Prep 15 mins
Cook 30 mins
This recipe makes a great breakfast muffin, and you could easily substitute blueberries for strawberries.
- 1⁄3 cup sugar
- 1⁄4 cup butter, softened
- 1 egg
- 2 1⁄3 cups flour
- 4 teaspoons baking powder
- 1⁄2 teaspoon salt
- 1 cup milk
- 1 teaspoon vanilla extract
- 1 1⁄2 cups fresh strawberries or 1 1⁄2 cups frozen strawberries, chopped
FOR THE STREUSEL
- 1⁄4 cup sugar
- 1⁄8 cup flour
- 1⁄2 teaspoon cinnamon
- 1⁄8 cup butter
- Cream butter and sugar together in a bowl.
- Add egg, mix well.
- In a separate bowl, combine flour, baking powder and salt.

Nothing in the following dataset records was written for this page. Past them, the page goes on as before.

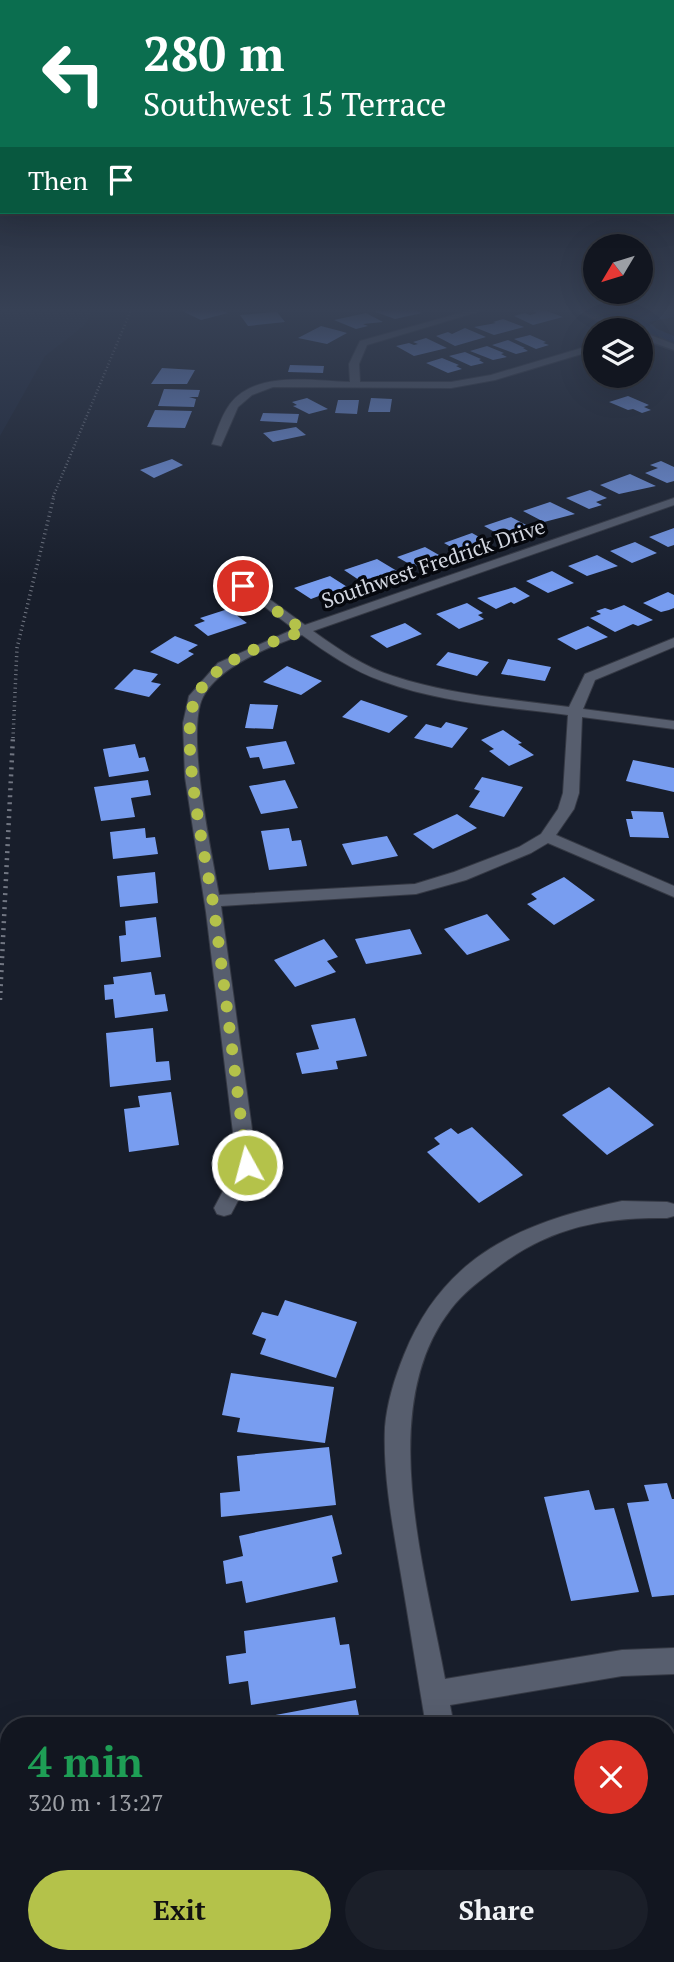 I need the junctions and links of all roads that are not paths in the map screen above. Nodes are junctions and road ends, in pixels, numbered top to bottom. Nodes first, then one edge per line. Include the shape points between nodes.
1 (237, 402) edge
2 (217, 444) dead end
3 (674, 501) edge
4 (243, 586) dead end
5 (304, 631) junction
6 (674, 642) edge
7 (575, 713) junction
8 (674, 725) edge
9 (547, 837) junction
10 (674, 892) edge
11 (212, 901) junction
12 (224, 1208) dead end
13 (667, 1210) dead end
14 (674, 1661) edge
15 (434, 1694) junction
16 (438, 1717) edge

1 - 2 street
3 - 5 street, Southwest Fredrick Drive
4 - 5 street
5 - 7 street via 358,666 422,689
5 - 11 street, Southwest Fredrick Drive via 223,666 196,695 190,723 192,777
6 - 7 street via 590,677
7 - 8 street
7 - 9 street via 571,793
9 - 10 street
9 - 11 street via 460,876 416,889
11 - 12 street, Southwest Fredrick Drive via 247,1165
13 - 15 street via 622,1209 533,1234 470,1276 443,1302 424,1332 407,1376 397,1425 400,1497
14 - 15 street via 622,1663
15 - 16 street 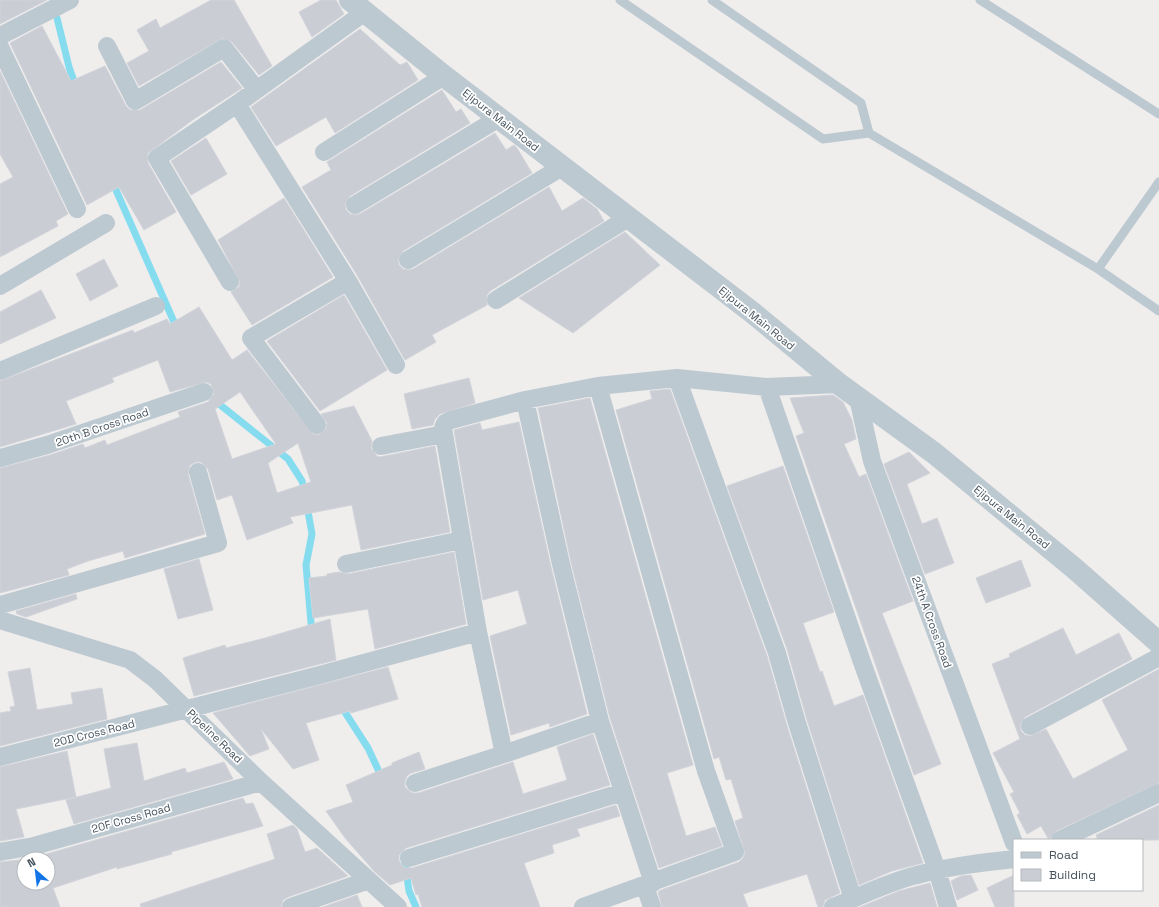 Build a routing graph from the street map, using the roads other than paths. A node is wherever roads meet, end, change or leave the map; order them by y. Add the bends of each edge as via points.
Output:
1 (70, 0) edge
2 (620, 0) edge
3 (712, 0) edge
4 (980, 0) edge
5 (357, 6) edge
6 (0, 36) edge
7 (107, 46) dead end
8 (0, 47) edge
9 (444, 76) junction
10 (256, 89) junction
11 (237, 104) junction
12 (1159, 114) edge
13 (499, 118) junction
14 (869, 133) junction
15 (324, 152) dead end
16 (562, 167) junction
17 (1159, 182) edge
18 (355, 206) dead end
19 (77, 209) dead end
20 (628, 218) junction
21 (106, 223) dead end
22 (408, 260) dead end
23 (1098, 269) junction
24 (348, 281) junction
25 (230, 282) dead end
26 (0, 286) edge
27 (496, 300) dead end
28 (156, 306) dead end
29 (1159, 311) edge
30 (396, 365) dead end
31 (0, 371) edge
32 (677, 378) junction
33 (839, 384) junction
34 (598, 386) junction
35 (767, 387) junction
36 (204, 392) dead end
37 (858, 398) junction
38 (525, 400) junction
39 (317, 425) dead end
40 (444, 434) junction
41 (381, 446) dead end
42 (0, 458) edge
43 (198, 472) dead end
44 (462, 540) junction
45 (346, 564) dead end
46 (0, 605) edge
47 (0, 620) edge
48 (478, 632) junction
49 (1159, 642) edge
50 (1159, 657) edge
51 (188, 710) junction
52 (600, 721) junction
53 (1030, 726) dead end
54 (504, 754) junction
55 (0, 757) edge
56 (261, 782) junction
57 (415, 783) dead end
58 (623, 792) junction
59 (1159, 793) edge
60 (1062, 839) edge
61 (1013, 840) edge
62 (0, 852) edge
63 (409, 858) dead end
64 (1013, 859) edge
65 (937, 870) junction
66 (369, 880) junction
67 (649, 884) junction
68 (853, 899) junction
69 (291, 907) edge
70 (398, 907) edge
71 (583, 907) edge
72 (652, 907) edge
73 (833, 907) edge
74 (948, 907) edge

1 - 6 street
2 - 14 lane via 823,139
3 - 14 lane via 861,103
4 - 12 lane
5 - 9 street, Ejipura Main Road
5 - 10 street
7 - 10 street via 135,101 224,48
8 - 19 street
9 - 13 street, Ejipura Main Road
9 - 15 street
10 - 11 street
11 - 24 street
11 - 25 street via 157,158
13 - 16 street, Ejipura Main Road
13 - 18 street
14 - 23 lane
16 - 20 street, Ejipura Main Road
16 - 22 street
17 - 23 lane
20 - 27 street
20 - 33 street, Ejipura Main Road via 753,313
21 - 26 street
23 - 29 lane
24 - 30 street
24 - 39 street via 252,338
28 - 31 street
32 - 34 street
32 - 35 street
32 - 68 street via 777,653
33 - 35 street
33 - 37 street, Ejipura Main Road
34 - 38 street
34 - 67 street via 706,771 735,852
35 - 65 street
36 - 42 street, 20th B Cross Road via 47,445
37 - 49 street, Ejipura Main Road via 999,505
37 - 61 street, 24th A Cross Road via 872,461
38 - 40 street via 451,420 445,423
38 - 52 street via 561,564
40 - 41 street
40 - 44 street
43 - 46 street via 218,543
44 - 45 street
44 - 48 street
47 - 51 street, Pipeline Road via 130,660 156,679
48 - 51 street, 20D Cross Road
48 - 54 street
50 - 53 street
51 - 55 street, 20D Cross Road
51 - 56 street, Pipeline Road
52 - 54 street
52 - 58 street
54 - 57 street
56 - 62 street, 20F Cross Road via 34,846
56 - 66 street, Pipeline Road
58 - 63 street
58 - 67 street
59 - 60 street
64 - 65 street
65 - 68 street via 892,883
65 - 74 street
66 - 69 street
66 - 70 street, Pipeline Road
67 - 71 street
67 - 72 street
68 - 73 street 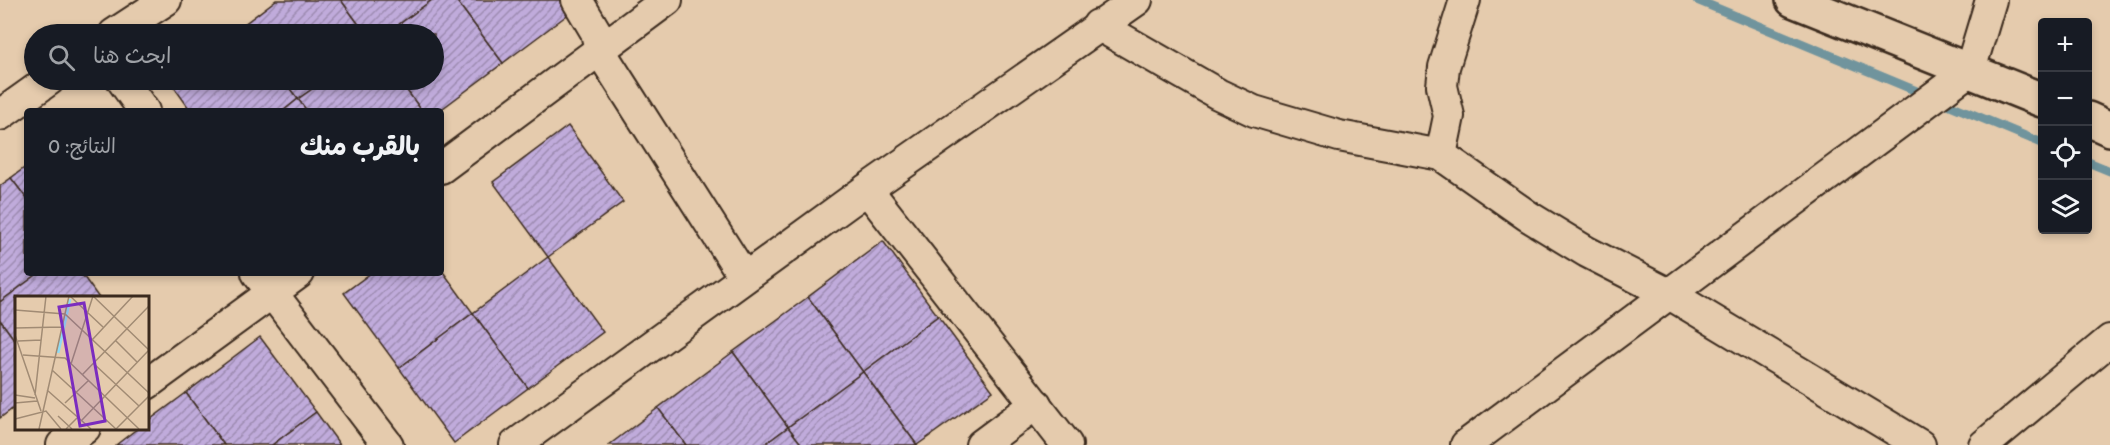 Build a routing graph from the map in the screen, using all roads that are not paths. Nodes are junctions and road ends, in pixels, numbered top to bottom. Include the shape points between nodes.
1 (577, 0) edge
2 (667, 0) edge
3 (1137, 0) edge
4 (1465, 0) edge
5 (1793, 0) edge
6 (1991, 0) edge
7 (161, 1) edge
8 (128, 24) edge
9 (1098, 25) junction
10 (600, 51) junction
11 (1970, 70) junction
12 (36, 90) edge
13 (129, 90) edge
14 (2038, 98) edge
15 (142, 108) edge
16 (0, 115) edge
17 (2092, 121) edge
18 (2110, 129) edge
19 (1441, 155) junction
20 (444, 166) edge
21 (867, 189) junction
22 (289, 276) edge
23 (744, 277) junction
24 (265, 283) edge
25 (1671, 295) junction
26 (2110, 340) edge
27 (148, 383) edge
28 (1036, 404) junction
29 (84, 430) edge
30 (62, 445) edge
31 (388, 445) edge
32 (514, 445) edge
33 (981, 445) edge
34 (1067, 445) edge
35 (1466, 445) edge
36 (1920, 445) edge
37 (1984, 445) edge

1 - 10 street via 596,32
2 - 10 street
3 - 9 street
4 - 19 street via 1444,67 1442,86 1449,117
5 - 11 street
6 - 11 street
7 - 8 street
9 - 19 street via 1254,111 1339,136
9 - 21 street
10 - 20 street
10 - 23 street
11 - 14 street
11 - 25 street
12 - 16 street
13 - 15 street
17 - 18 street
19 - 25 street via 1587,252
21 - 23 street
21 - 28 street
22 - 24 street
23 - 32 street
24 - 27 street
24 - 31 street
25 - 35 street
25 - 36 street
26 - 37 street
28 - 33 street
28 - 34 street
29 - 30 street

- Add to creamed mixture, together with milk.
- Stir in vanilla, followed by strawberries.
- Fill 12 paper-lined muffin cups with batter.
- In a small bowl, mix together sugar, flour and cinnamon, then cut in butter until mixture is crumbly.
- Sprinkle over muffins.
- Bake at 375 F for 25-30 minutes or until browned.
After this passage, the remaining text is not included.